When beginning a new topic, it is tempting to simply plunge into providing students with a question for investigation and then focusing on the relevant parts of the story through associated source material. However, by shortcutting directly to analysis, there is a danger that students fail to get the ‘Big Picture’ that comes from standing back and looking at the period from a fresh angle of open curiosity.

A good way of providing this ‘Big Picture’ is to provide each student with a different image from a collection shared between the class (paintings, cartoons, photographs of buildings/artefacts/individuals) and challenge them to interpret their meaning. Then, working in groups and then as a class, the students decide upon the best ways of categorising the images. Finally, each student conducts independent research to produce a panel of information to put alongside their own image before putting them all up to create an impressive classroom display.

Case Study: The Victorians

As a prelude to our detailed studies into such topics as the Industrial Revolution, the abolition of the slave and the Whitechapel murders, I decided to provide students with a “Big Picture” activity to familiarise them with Victorian Britain. A range of Victorian paintings, photographs and advertisements were placed around the room in advance of the lesson. The students then had a few minutes to wander around the room in silence looking at the images and thinking about which of these they would like to research further. Next, with the students standing around the edges of the room, I used the random name picker at ClassTools.net to select one student, who sat down at the chair in front of her favoured image. I then repeated this process until all students were seated alongside one image. All the students were then asked to consider what title they would give to the image, how they would describe it to someone else, and what deductions they could draw from it. These findings were exchanged in small groups, with other members of the team encouraged to offer further ideas to note down so that each student ended up with plenty of thoughts. For good measure I then jigsawed the groups to get a further round of discussion.
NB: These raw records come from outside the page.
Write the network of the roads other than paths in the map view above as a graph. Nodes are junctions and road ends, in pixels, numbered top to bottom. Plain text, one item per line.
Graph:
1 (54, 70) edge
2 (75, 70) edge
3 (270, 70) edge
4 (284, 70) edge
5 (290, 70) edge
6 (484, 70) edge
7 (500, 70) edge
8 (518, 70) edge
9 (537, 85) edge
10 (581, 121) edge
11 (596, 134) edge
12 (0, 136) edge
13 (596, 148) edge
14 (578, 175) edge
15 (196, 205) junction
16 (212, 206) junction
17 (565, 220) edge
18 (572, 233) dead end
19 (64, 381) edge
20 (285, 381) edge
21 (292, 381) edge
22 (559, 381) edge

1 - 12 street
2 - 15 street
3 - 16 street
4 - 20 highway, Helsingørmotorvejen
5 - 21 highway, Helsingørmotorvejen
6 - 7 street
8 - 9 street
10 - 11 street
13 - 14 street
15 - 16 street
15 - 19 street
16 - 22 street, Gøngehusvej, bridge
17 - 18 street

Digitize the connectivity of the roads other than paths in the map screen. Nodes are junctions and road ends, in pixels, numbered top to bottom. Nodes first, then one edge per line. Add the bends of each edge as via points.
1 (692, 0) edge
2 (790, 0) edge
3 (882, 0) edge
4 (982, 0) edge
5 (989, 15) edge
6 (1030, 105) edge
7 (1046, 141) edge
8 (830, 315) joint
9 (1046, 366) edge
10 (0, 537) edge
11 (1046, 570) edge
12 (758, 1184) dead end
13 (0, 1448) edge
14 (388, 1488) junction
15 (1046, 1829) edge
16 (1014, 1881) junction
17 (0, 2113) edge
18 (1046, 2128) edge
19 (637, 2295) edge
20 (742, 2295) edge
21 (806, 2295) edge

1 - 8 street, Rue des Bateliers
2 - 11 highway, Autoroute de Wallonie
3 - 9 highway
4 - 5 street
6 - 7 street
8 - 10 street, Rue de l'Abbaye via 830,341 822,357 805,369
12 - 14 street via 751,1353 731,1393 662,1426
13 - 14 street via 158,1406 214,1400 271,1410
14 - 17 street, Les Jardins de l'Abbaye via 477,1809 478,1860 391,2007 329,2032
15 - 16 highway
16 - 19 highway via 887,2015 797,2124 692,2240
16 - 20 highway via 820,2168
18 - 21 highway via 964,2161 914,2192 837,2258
At this stage, students stood around the edges of the classroom to form something approaching a circle so that they could all see everyone else’s images. I then explained that the next challenge was to decide upon the most obvious categories to organise these images into. I stipulated that no less than three and no more than five images could be included in each category. Beyond that, it was simply up to each student to try to spot how their image might have something in common with at least one of the others. Each student then took it in turns to briefly explain the title they had chosen to give their image, what it depicted and what they deduced from it. Thereafter the class was left to its own devices to form appropriate huddles in places around the classroom representing different categories. Once this process appeared complete, each team discussed what their images had in common and therefore what title they would give to their ‘section’ of the gallery exhibition we were working towards (“work”, “leisure”, “children” being popular choices).

The final stage of the exhibition task was for each student to research their image further and complete a writing frame to summarise their key findings, as per this example:

They then collaborate on a major display piece covering one wall of the classroom. This in turn fed into a comprehensive debate on the subject of “Was Victorian Life Good or Bad?” which is outlined in more detail on the ActiveHistory website (https://www.activehistory.co.uk/Miscellaneous/menus/Year_9/victorian_painting/).
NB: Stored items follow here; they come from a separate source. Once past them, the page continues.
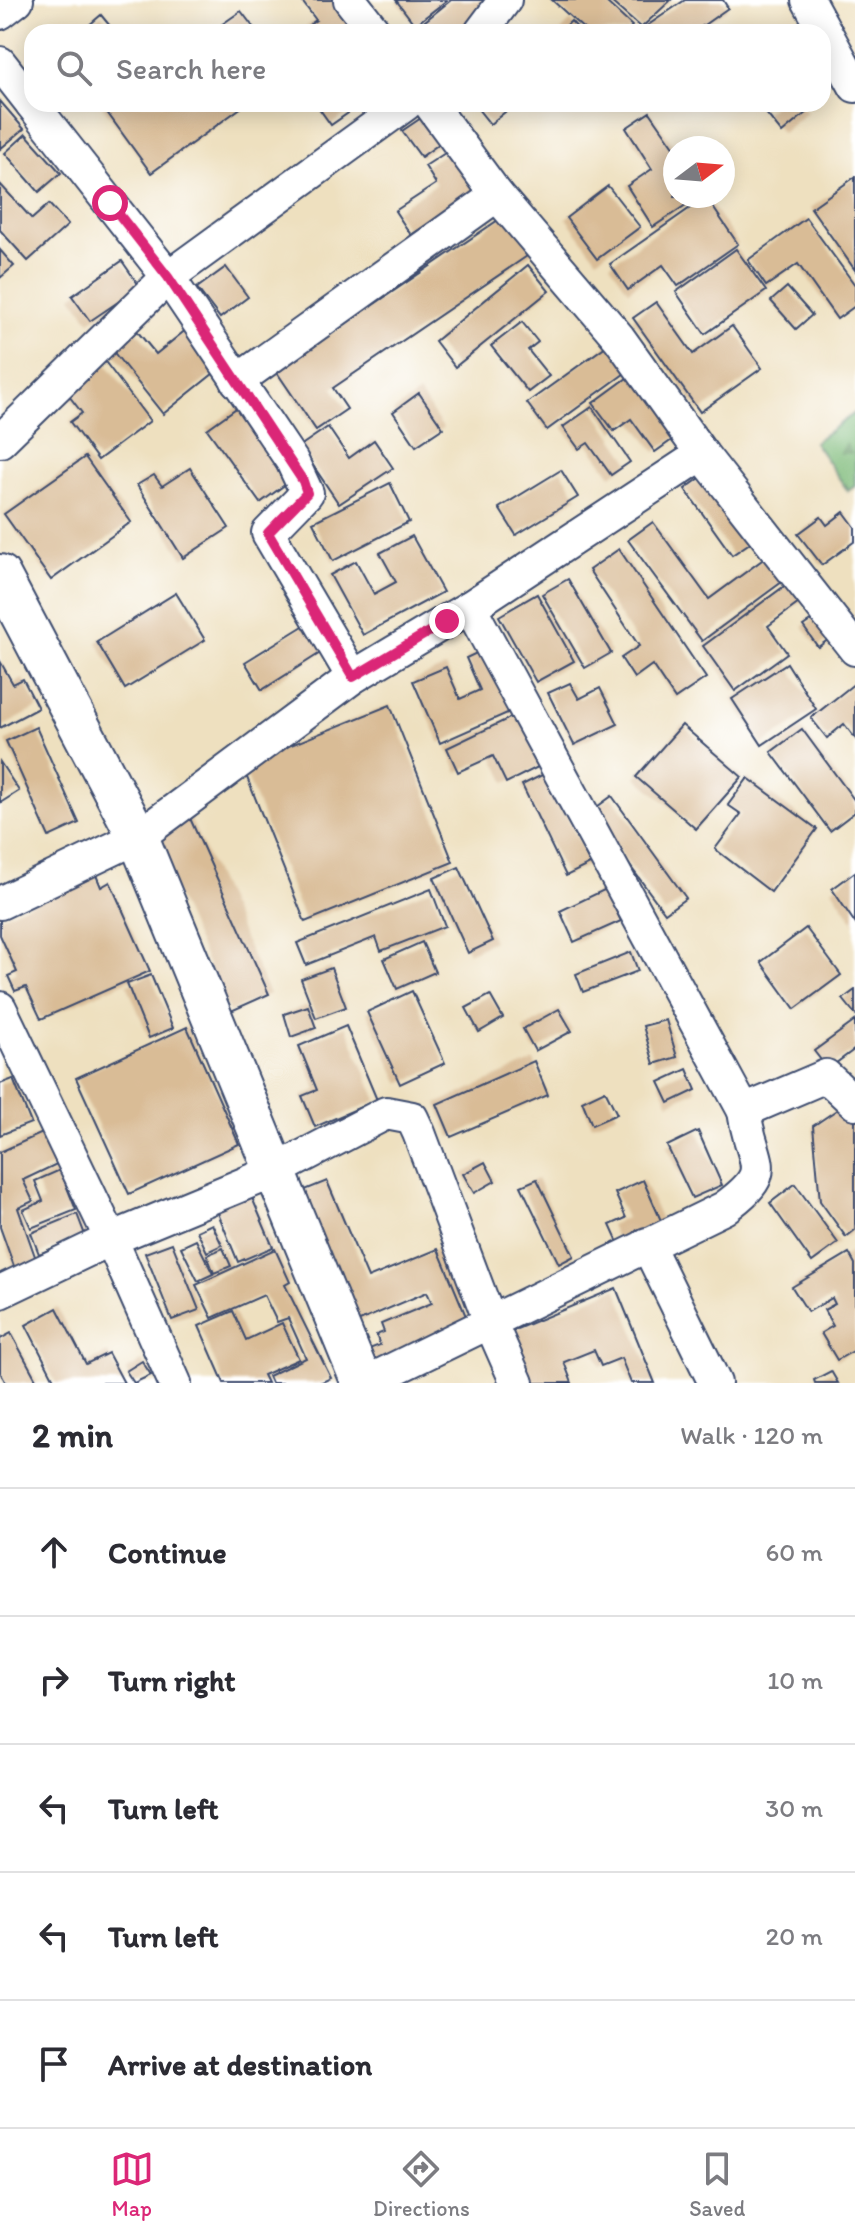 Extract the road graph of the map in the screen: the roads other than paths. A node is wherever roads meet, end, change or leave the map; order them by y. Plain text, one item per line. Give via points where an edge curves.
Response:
1 (17, 0) edge
2 (350, 0) edge
3 (505, 0) edge
4 (808, 0) edge
5 (0, 13) edge
6 (369, 24) edge
7 (487, 24) edge
8 (821, 24) edge
9 (831, 42) edge
10 (0, 63) edge
11 (855, 86) edge
12 (24, 94) edge
13 (38, 112) edge
14 (395, 112) edge
15 (436, 112) edge
16 (497, 195) junction
17 (168, 277) junction
18 (237, 381) junction
19 (0, 441) edge
20 (702, 454) junction
21 (0, 575) edge
22 (470, 607) junction
23 (844, 612) edge
24 (855, 649) edge
25 (353, 677) junction
26 (138, 837) junction
27 (0, 903) edge
28 (0, 1008) edge
29 (855, 1103) edge
30 (744, 1111) junction
31 (273, 1172) junction
32 (111, 1239) junction
33 (647, 1244) junction
34 (0, 1292) edge
35 (491, 1324) junction
36 (175, 1383) edge
37 (364, 1383) edge
38 (517, 1383) edge
39 (715, 1383) edge

1 - 5 street
2 - 6 street
3 - 7 street
4 - 8 street
9 - 11 street
10 - 12 street
13 - 17 street
14 - 17 street
15 - 16 street
16 - 18 street
16 - 20 street via 619,338
17 - 18 street
17 - 19 street
18 - 25 street via 292,461 307,493 274,524 270,540
20 - 22 street
20 - 23 street
21 - 26 street
22 - 25 street
22 - 30 street
23 - 24 street
25 - 26 street
26 - 27 street
26 - 31 street
28 - 32 street
29 - 30 street via 826,1076
30 - 33 street via 757,1162 752,1187 724,1208
31 - 32 street
31 - 35 street via 386,1113 412,1118
31 - 37 street
32 - 34 street
32 - 36 street
33 - 35 street
33 - 39 street
35 - 37 street
35 - 38 street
Taking it further: converting a timeline into pictures

The activity with older students on the theme of the Victorians led me to consider how a similar approach could be adopted for other periods and topics which were not so obviously visual in nature. The concept I formulated was to provide younger students with an overarching timeline of events entitled “The Medieval World” covering a wide range of themes and countries between 1000-1450. Each student chose one event (rather than one image as in the previous exericse) to research further and to locate one image associated with it. Once these were printed off, then the process could proceed in the same way as the other exercise – although the themes were rather different (“War”, “Religion”, “Rebellions”, “Inventions”, “Voyages”, for example).